Work instructions:
Take the entries that follow and write them out again, word for word.

Provided entries:

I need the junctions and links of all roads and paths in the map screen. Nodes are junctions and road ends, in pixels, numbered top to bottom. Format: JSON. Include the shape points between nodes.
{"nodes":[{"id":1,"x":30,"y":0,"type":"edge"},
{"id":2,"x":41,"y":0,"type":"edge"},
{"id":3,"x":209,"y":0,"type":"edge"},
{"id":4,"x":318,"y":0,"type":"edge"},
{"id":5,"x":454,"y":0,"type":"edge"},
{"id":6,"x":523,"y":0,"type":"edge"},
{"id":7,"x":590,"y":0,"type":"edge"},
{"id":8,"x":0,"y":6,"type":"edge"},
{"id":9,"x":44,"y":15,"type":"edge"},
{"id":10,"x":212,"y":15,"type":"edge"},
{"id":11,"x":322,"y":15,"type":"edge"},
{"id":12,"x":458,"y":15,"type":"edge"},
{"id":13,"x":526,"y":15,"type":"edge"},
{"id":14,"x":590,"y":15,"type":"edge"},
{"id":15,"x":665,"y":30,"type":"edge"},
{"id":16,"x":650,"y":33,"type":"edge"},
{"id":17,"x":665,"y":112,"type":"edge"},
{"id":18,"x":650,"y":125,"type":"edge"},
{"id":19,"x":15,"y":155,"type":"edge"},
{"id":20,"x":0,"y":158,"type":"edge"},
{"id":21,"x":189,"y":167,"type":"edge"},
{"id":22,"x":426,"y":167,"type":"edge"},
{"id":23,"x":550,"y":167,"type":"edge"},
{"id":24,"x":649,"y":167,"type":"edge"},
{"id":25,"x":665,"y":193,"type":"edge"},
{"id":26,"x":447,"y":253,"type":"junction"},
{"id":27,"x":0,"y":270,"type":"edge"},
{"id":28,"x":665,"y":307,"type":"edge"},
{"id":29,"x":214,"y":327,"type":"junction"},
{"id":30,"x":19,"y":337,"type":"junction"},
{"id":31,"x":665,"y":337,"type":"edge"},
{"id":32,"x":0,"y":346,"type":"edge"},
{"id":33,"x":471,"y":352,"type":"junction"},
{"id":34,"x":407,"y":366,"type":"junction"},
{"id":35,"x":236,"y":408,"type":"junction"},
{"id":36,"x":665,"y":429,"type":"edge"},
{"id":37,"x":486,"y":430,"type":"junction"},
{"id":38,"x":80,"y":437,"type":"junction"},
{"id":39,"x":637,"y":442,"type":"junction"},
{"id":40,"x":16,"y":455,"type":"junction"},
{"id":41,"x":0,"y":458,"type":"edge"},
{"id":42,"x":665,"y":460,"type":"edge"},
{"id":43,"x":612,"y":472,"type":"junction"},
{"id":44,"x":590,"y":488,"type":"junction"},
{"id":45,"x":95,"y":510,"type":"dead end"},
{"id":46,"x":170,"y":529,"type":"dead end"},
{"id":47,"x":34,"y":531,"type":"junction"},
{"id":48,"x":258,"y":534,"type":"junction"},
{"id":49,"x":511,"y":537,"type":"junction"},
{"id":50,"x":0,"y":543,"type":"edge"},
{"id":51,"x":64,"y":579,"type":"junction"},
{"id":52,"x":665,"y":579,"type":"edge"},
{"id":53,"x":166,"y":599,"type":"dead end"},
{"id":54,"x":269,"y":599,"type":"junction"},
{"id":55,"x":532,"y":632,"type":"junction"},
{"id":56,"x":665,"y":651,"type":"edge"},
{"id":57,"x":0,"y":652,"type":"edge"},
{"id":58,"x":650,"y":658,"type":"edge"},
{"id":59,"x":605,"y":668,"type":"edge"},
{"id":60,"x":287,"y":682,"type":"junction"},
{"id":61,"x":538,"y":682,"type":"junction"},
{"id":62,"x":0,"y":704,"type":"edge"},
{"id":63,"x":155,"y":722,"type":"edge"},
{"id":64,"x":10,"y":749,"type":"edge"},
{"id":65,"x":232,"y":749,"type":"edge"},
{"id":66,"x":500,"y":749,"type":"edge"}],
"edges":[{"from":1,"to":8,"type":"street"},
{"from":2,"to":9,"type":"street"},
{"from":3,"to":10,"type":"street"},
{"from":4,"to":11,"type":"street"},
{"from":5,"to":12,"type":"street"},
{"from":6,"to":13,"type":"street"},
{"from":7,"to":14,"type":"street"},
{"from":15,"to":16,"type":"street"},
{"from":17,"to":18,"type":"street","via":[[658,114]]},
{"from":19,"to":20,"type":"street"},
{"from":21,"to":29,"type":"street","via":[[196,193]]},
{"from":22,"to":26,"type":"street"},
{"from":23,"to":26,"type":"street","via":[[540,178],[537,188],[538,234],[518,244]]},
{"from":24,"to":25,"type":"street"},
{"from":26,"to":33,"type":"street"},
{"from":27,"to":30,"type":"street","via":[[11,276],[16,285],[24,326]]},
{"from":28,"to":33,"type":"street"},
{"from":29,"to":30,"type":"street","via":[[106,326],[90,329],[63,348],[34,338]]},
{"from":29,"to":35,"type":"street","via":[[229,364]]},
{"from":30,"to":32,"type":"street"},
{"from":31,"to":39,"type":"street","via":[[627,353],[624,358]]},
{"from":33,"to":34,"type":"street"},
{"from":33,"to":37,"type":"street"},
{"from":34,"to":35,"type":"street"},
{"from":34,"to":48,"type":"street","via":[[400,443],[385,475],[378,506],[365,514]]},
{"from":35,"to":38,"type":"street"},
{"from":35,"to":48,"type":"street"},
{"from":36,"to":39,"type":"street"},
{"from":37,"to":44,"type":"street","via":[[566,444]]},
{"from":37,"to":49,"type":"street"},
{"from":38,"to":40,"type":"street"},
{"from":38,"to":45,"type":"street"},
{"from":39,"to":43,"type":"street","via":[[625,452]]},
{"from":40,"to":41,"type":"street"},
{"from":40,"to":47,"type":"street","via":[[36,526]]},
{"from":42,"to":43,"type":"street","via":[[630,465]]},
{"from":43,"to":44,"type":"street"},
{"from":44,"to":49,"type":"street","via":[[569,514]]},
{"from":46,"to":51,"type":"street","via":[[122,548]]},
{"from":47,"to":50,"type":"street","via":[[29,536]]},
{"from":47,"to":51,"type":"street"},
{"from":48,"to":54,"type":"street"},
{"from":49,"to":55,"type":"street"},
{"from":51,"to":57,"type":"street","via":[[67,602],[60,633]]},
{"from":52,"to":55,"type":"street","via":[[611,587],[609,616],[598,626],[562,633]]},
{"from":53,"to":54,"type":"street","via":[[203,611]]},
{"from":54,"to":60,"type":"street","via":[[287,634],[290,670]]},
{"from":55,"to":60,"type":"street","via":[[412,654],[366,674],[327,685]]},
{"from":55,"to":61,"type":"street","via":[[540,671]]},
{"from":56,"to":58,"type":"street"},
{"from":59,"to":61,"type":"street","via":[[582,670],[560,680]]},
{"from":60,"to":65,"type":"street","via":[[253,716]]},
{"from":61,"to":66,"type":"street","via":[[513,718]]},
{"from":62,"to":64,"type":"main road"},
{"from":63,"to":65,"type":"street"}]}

Output of the exercise:
I need the junctions and links of all roads and paths in the map screen. Nodes are junctions and road ends, in pixels, numbered top to bottom. Format: JSON. Include the shape points between nodes.
{"nodes":[{"id":1,"x":30,"y":0,"type":"edge"},
{"id":2,"x":41,"y":0,"type":"edge"},
{"id":3,"x":209,"y":0,"type":"edge"},
{"id":4,"x":318,"y":0,"type":"edge"},
{"id":5,"x":454,"y":0,"type":"edge"},
{"id":6,"x":523,"y":0,"type":"edge"},
{"id":7,"x":590,"y":0,"type":"edge"},
{"id":8,"x":0,"y":6,"type":"edge"},
{"id":9,"x":44,"y":15,"type":"edge"},
{"id":10,"x":212,"y":15,"type":"edge"},
{"id":11,"x":322,"y":15,"type":"edge"},
{"id":12,"x":458,"y":15,"type":"edge"},
{"id":13,"x":526,"y":15,"type":"edge"},
{"id":14,"x":590,"y":15,"type":"edge"},
{"id":15,"x":665,"y":30,"type":"edge"},
{"id":16,"x":650,"y":33,"type":"edge"},
{"id":17,"x":665,"y":112,"type":"edge"},
{"id":18,"x":650,"y":125,"type":"edge"},
{"id":19,"x":15,"y":155,"type":"edge"},
{"id":20,"x":0,"y":158,"type":"edge"},
{"id":21,"x":189,"y":167,"type":"edge"},
{"id":22,"x":426,"y":167,"type":"edge"},
{"id":23,"x":550,"y":167,"type":"edge"},
{"id":24,"x":649,"y":167,"type":"edge"},
{"id":25,"x":665,"y":193,"type":"edge"},
{"id":26,"x":447,"y":253,"type":"junction"},
{"id":27,"x":0,"y":270,"type":"edge"},
{"id":28,"x":665,"y":307,"type":"edge"},
{"id":29,"x":214,"y":327,"type":"junction"},
{"id":30,"x":19,"y":337,"type":"junction"},
{"id":31,"x":665,"y":337,"type":"edge"},
{"id":32,"x":0,"y":346,"type":"edge"},
{"id":33,"x":471,"y":352,"type":"junction"},
{"id":34,"x":407,"y":366,"type":"junction"},
{"id":35,"x":236,"y":408,"type":"junction"},
{"id":36,"x":665,"y":429,"type":"edge"},
{"id":37,"x":486,"y":430,"type":"junction"},
{"id":38,"x":80,"y":437,"type":"junction"},
{"id":39,"x":637,"y":442,"type":"junction"},
{"id":40,"x":16,"y":455,"type":"junction"},
{"id":41,"x":0,"y":458,"type":"edge"},
{"id":42,"x":665,"y":460,"type":"edge"},
{"id":43,"x":612,"y":472,"type":"junction"},
{"id":44,"x":590,"y":488,"type":"junction"},
{"id":45,"x":95,"y":510,"type":"dead end"},
{"id":46,"x":170,"y":529,"type":"dead end"},
{"id":47,"x":34,"y":531,"type":"junction"},
{"id":48,"x":258,"y":534,"type":"junction"},
{"id":49,"x":511,"y":537,"type":"junction"},
{"id":50,"x":0,"y":543,"type":"edge"},
{"id":51,"x":64,"y":579,"type":"junction"},
{"id":52,"x":665,"y":579,"type":"edge"},
{"id":53,"x":166,"y":599,"type":"dead end"},
{"id":54,"x":269,"y":599,"type":"junction"},
{"id":55,"x":532,"y":632,"type":"junction"},
{"id":56,"x":665,"y":651,"type":"edge"},
{"id":57,"x":0,"y":652,"type":"edge"},
{"id":58,"x":650,"y":658,"type":"edge"},
{"id":59,"x":605,"y":668,"type":"edge"},
{"id":60,"x":287,"y":682,"type":"junction"},
{"id":61,"x":538,"y":682,"type":"junction"},
{"id":62,"x":0,"y":704,"type":"edge"},
{"id":63,"x":155,"y":722,"type":"edge"},
{"id":64,"x":10,"y":749,"type":"edge"},
{"id":65,"x":232,"y":749,"type":"edge"},
{"id":66,"x":500,"y":749,"type":"edge"}],
"edges":[{"from":1,"to":8,"type":"street"},
{"from":2,"to":9,"type":"street"},
{"from":3,"to":10,"type":"street"},
{"from":4,"to":11,"type":"street"},
{"from":5,"to":12,"type":"street"},
{"from":6,"to":13,"type":"street"},
{"from":7,"to":14,"type":"street"},
{"from":15,"to":16,"type":"street"},
{"from":17,"to":18,"type":"street","via":[[658,114]]},
{"from":19,"to":20,"type":"street"},
{"from":21,"to":29,"type":"street","via":[[196,193]]},
{"from":22,"to":26,"type":"street"},
{"from":23,"to":26,"type":"street","via":[[540,178],[537,188],[538,234],[518,244]]},
{"from":24,"to":25,"type":"street"},
{"from":26,"to":33,"type":"street"},
{"from":27,"to":30,"type":"street","via":[[11,276],[16,285],[24,326]]},
{"from":28,"to":33,"type":"street"},
{"from":29,"to":30,"type":"street","via":[[106,326],[90,329],[63,348],[34,338]]},
{"from":29,"to":35,"type":"street","via":[[229,364]]},
{"from":30,"to":32,"type":"street"},
{"from":31,"to":39,"type":"street","via":[[627,353],[624,358]]},
{"from":33,"to":34,"type":"street"},
{"from":33,"to":37,"type":"street"},
{"from":34,"to":35,"type":"street"},
{"from":34,"to":48,"type":"street","via":[[400,443],[385,475],[378,506],[365,514]]},
{"from":35,"to":38,"type":"street"},
{"from":35,"to":48,"type":"street"},
{"from":36,"to":39,"type":"street"},
{"from":37,"to":44,"type":"street","via":[[566,444]]},
{"from":37,"to":49,"type":"street"},
{"from":38,"to":40,"type":"street"},
{"from":38,"to":45,"type":"street"},
{"from":39,"to":43,"type":"street","via":[[625,452]]},
{"from":40,"to":41,"type":"street"},
{"from":40,"to":47,"type":"street","via":[[36,526]]},
{"from":42,"to":43,"type":"street","via":[[630,465]]},
{"from":43,"to":44,"type":"street"},
{"from":44,"to":49,"type":"street","via":[[569,514]]},
{"from":46,"to":51,"type":"street","via":[[122,548]]},
{"from":47,"to":50,"type":"street","via":[[29,536]]},
{"from":47,"to":51,"type":"street"},
{"from":48,"to":54,"type":"street"},
{"from":49,"to":55,"type":"street"},
{"from":51,"to":57,"type":"street","via":[[67,602],[60,633]]},
{"from":52,"to":55,"type":"street","via":[[611,587],[609,616],[598,626],[562,633]]},
{"from":53,"to":54,"type":"street","via":[[203,611]]},
{"from":54,"to":60,"type":"street","via":[[287,634],[290,670]]},
{"from":55,"to":60,"type":"street","via":[[412,654],[366,674],[327,685]]},
{"from":55,"to":61,"type":"street","via":[[540,671]]},
{"from":56,"to":58,"type":"street"},
{"from":59,"to":61,"type":"street","via":[[582,670],[560,680]]},
{"from":60,"to":65,"type":"street","via":[[253,716]]},
{"from":61,"to":66,"type":"street","via":[[513,718]]},
{"from":62,"to":64,"type":"main road"},
{"from":63,"to":65,"type":"street"}]}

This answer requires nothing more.